*What you will do*: Your copy of the lines below must match them exactly and contain no images.

(Beginning of Data supplied)

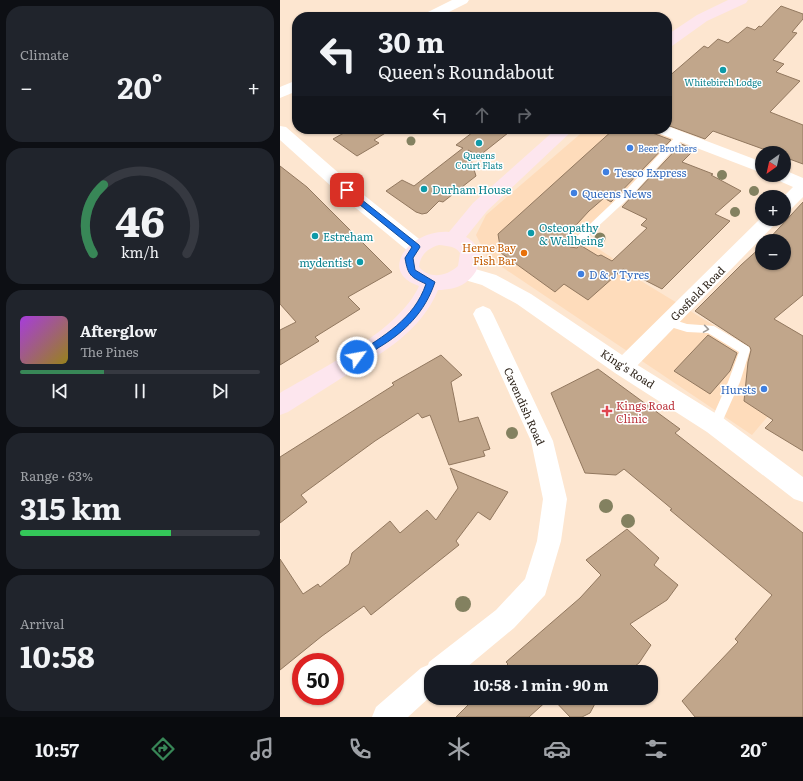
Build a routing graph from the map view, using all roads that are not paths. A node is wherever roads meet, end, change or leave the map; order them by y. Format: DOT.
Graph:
graph roads {
  1 [pos="462,0"];
  2 [pos="741,0"];
  3 [pos="439,12"];
  4 [pos="672,39"];
  5 [pos="292,87"];
  6 [pos="280,93"];
  7 [pos="280,131"];
  8 [pos="560,134"];
  9 [pos="672,134"];
  10 [pos="680,137"];
  11 [pos="755,165"];
  12 [pos="791,179"];
  13 [pos="803,184"];
  14 [pos="803,187"];
  15 [pos="791,199"];
  16 [pos="764,226"];
  17 [pos="454,239"];
  18 [pos="574,244"];
  19 [pos="416,247"];
  20 [pos="465,273"];
  21 [pos="431,282"];
  22 [pos="483,314"];
  23 [pos="668,322"];
  24 [pos="624,366"];
  25 [pos="280,405"];
  26 [pos="715,424"];
  27 [pos="803,491"];
  28 [pos="448,665"];
  29 [pos="424,684"];
  30 [pos="386,717"];
  1 -- 3 [label="street"];
  2 -- 4 [label="main road"];
  5 -- 6 [label="street"];
  7 -- 19 [label="street"];
  8 -- 17 [label="main road"];
  9 -- 10 [label="street"];
  10 -- 11 [label="street"];
  10 -- 18 [label="lane"];
  12 -- 13 [label="street"];
  14 -- 15 [label="street"];
  16 -- 23 [label="street, Gosfield Road"];
  17 -- 19 [label="main road"];
  17 -- 20 [label="main road"];
  19 -- 21 [label="main road"];
  20 -- 21 [label="main road"];
  20 -- 24 [label="street, King's Road"];
  21 -- 25 [label="main road"];
  22 -- 28 [label="street, Cavendish Road"];
  23 -- 24 [label="street, Gosfield Road"];
  23 -- 26 [label="lane, one-way"];
  24 -- 26 [label="street, King's Road"];
  26 -- 27 [label="street, King's Road"];
  29 -- 30 [label="street"];
}
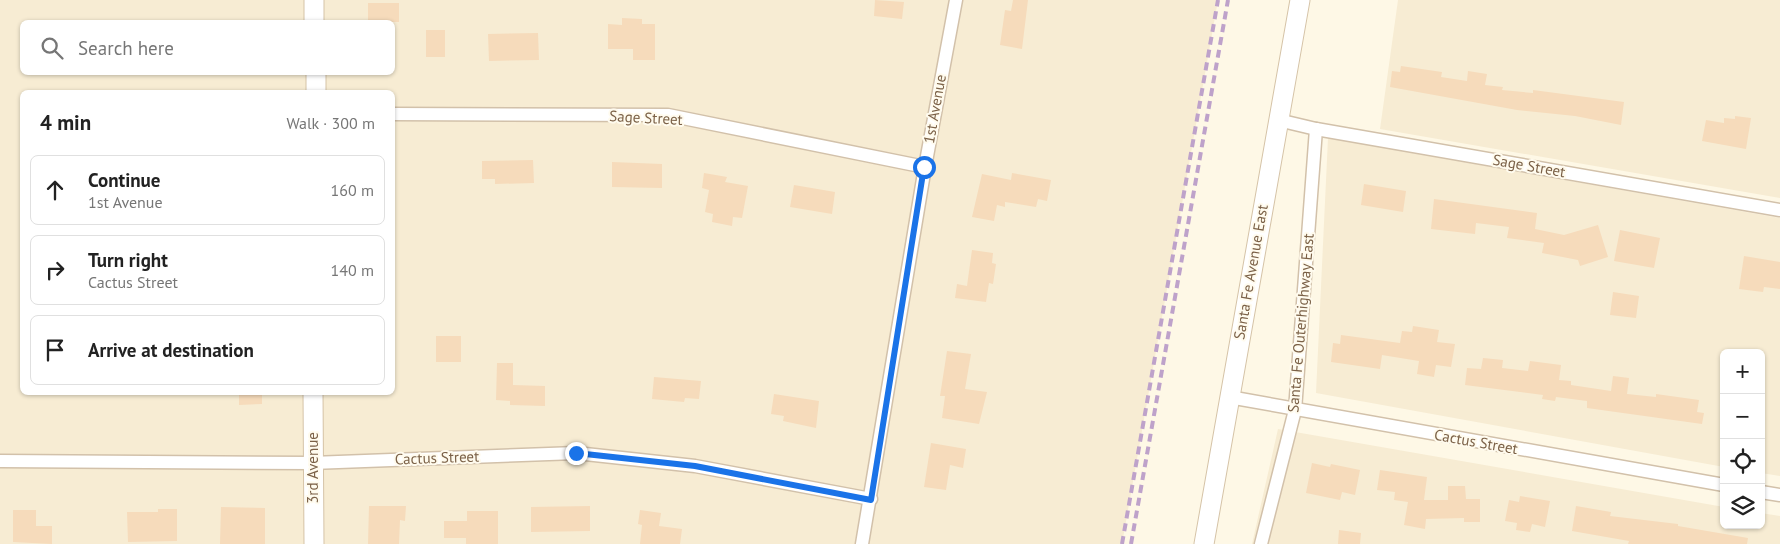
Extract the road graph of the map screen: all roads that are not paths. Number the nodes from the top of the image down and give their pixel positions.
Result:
1 (314, 0) edge
2 (956, 0) edge
3 (1300, 0) edge
4 (314, 20) edge
5 (316, 75) edge
6 (316, 90) edge
7 (395, 114) edge
8 (1278, 120) junction
9 (1316, 129) junction
10 (924, 167) junction
11 (1780, 210) edge
12 (313, 395) edge
13 (1229, 397) junction
14 (1295, 410) junction
15 (0, 461) edge
16 (312, 463) junction
17 (1720, 484) edge
18 (1765, 493) edge
19 (1780, 495) edge
20 (871, 500) junction
21 (314, 544) edge
22 (862, 544) edge
23 (1204, 544) edge
24 (1261, 544) edge

1 - 4 street
2 - 10 street, 1st Avenue
3 - 8 street, Santa Fe Avenue East
5 - 6 street
7 - 10 street, Sage Street
8 - 9 street, Sage Street
8 - 13 street, Santa Fe Avenue East
9 - 11 street, Sage Street
9 - 14 street, Santa Fe Outerhighway East
10 - 20 street, 1st Avenue
12 - 16 street, 3rd Avenue
13 - 14 street, Cactus Street
13 - 23 street, Santa Fe Avenue East
14 - 17 street, Cactus Street
14 - 24 street, Santa Fe Outerhighway East
15 - 16 street, Cactus Street
16 - 20 street, Cactus Street
16 - 21 street, 3rd Avenue
18 - 19 street
20 - 22 street, 1st Avenue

(End of Data supplied)

*Solution to this exercise*:
Build a routing graph from the map view, using all roads that are not paths. A node is wherever roads meet, end, change or leave the map; order them by y. Format: DOT.
Graph:
graph roads {
  1 [pos="462,0"];
  2 [pos="741,0"];
  3 [pos="439,12"];
  4 [pos="672,39"];
  5 [pos="292,87"];
  6 [pos="280,93"];
  7 [pos="280,131"];
  8 [pos="560,134"];
  9 [pos="672,134"];
  10 [pos="680,137"];
  11 [pos="755,165"];
  12 [pos="791,179"];
  13 [pos="803,184"];
  14 [pos="803,187"];
  15 [pos="791,199"];
  16 [pos="764,226"];
  17 [pos="454,239"];
  18 [pos="574,244"];
  19 [pos="416,247"];
  20 [pos="465,273"];
  21 [pos="431,282"];
  22 [pos="483,314"];
  23 [pos="668,322"];
  24 [pos="624,366"];
  25 [pos="280,405"];
  26 [pos="715,424"];
  27 [pos="803,491"];
  28 [pos="448,665"];
  29 [pos="424,684"];
  30 [pos="386,717"];
  1 -- 3 [label="street"];
  2 -- 4 [label="main road"];
  5 -- 6 [label="street"];
  7 -- 19 [label="street"];
  8 -- 17 [label="main road"];
  9 -- 10 [label="street"];
  10 -- 11 [label="street"];
  10 -- 18 [label="lane"];
  12 -- 13 [label="street"];
  14 -- 15 [label="street"];
  16 -- 23 [label="street, Gosfield Road"];
  17 -- 19 [label="main road"];
  17 -- 20 [label="main road"];
  19 -- 21 [label="main road"];
  20 -- 21 [label="main road"];
  20 -- 24 [label="street, King's Road"];
  21 -- 25 [label="main road"];
  22 -- 28 [label="street, Cavendish Road"];
  23 -- 24 [label="street, Gosfield Road"];
  23 -- 26 [label="lane, one-way"];
  24 -- 26 [label="street, King's Road"];
  26 -- 27 [label="street, King's Road"];
  29 -- 30 [label="street"];
}
Extract the road graph of the map screen: all roads that are not paths. Number the nodes from the top of the image down and give their pixel positions.
Result:
1 (314, 0) edge
2 (956, 0) edge
3 (1300, 0) edge
4 (314, 20) edge
5 (316, 75) edge
6 (316, 90) edge
7 (395, 114) edge
8 (1278, 120) junction
9 (1316, 129) junction
10 (924, 167) junction
11 (1780, 210) edge
12 (313, 395) edge
13 (1229, 397) junction
14 (1295, 410) junction
15 (0, 461) edge
16 (312, 463) junction
17 (1720, 484) edge
18 (1765, 493) edge
19 (1780, 495) edge
20 (871, 500) junction
21 (314, 544) edge
22 (862, 544) edge
23 (1204, 544) edge
24 (1261, 544) edge

1 - 4 street
2 - 10 street, 1st Avenue
3 - 8 street, Santa Fe Avenue East
5 - 6 street
7 - 10 street, Sage Street
8 - 9 street, Sage Street
8 - 13 street, Santa Fe Avenue East
9 - 11 street, Sage Street
9 - 14 street, Santa Fe Outerhighway East
10 - 20 street, 1st Avenue
12 - 16 street, 3rd Avenue
13 - 14 street, Cactus Street
13 - 23 street, Santa Fe Avenue East
14 - 17 street, Cactus Street
14 - 24 street, Santa Fe Outerhighway East
15 - 16 street, Cactus Street
16 - 20 street, Cactus Street
16 - 21 street, 3rd Avenue
18 - 19 street
20 - 22 street, 1st Avenue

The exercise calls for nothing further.